DATA BLOCK
* * * * * * * * *
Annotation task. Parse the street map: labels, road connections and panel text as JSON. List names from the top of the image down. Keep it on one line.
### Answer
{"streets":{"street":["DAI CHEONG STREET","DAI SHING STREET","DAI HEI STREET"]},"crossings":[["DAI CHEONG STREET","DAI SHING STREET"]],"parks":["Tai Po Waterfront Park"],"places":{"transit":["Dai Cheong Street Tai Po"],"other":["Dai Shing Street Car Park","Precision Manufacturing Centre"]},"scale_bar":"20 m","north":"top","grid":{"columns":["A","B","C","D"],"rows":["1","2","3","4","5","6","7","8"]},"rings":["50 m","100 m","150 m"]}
* * * * * * * * *
DIRECTIONS
When you reach the end of the listing, print it again in full, exactly as given.

SOLUTION TO THE EXERCISE
Annotation task. Parse the street map: labels, road connections and panel text as JSON. List names from the top of the image down. Keep it on one line.
### Answer
{"streets":{"street":["DAI CHEONG STREET","DAI SHING STREET","DAI HEI STREET"]},"crossings":[["DAI CHEONG STREET","DAI SHING STREET"]],"parks":["Tai Po Waterfront Park"],"places":{"transit":["Dai Cheong Street Tai Po"],"other":["Dai Shing Street Car Park","Precision Manufacturing Centre"]},"scale_bar":"20 m","north":"top","grid":{"columns":["A","B","C","D"],"rows":["1","2","3","4","5","6","7","8"]},"rings":["50 m","100 m","150 m"]}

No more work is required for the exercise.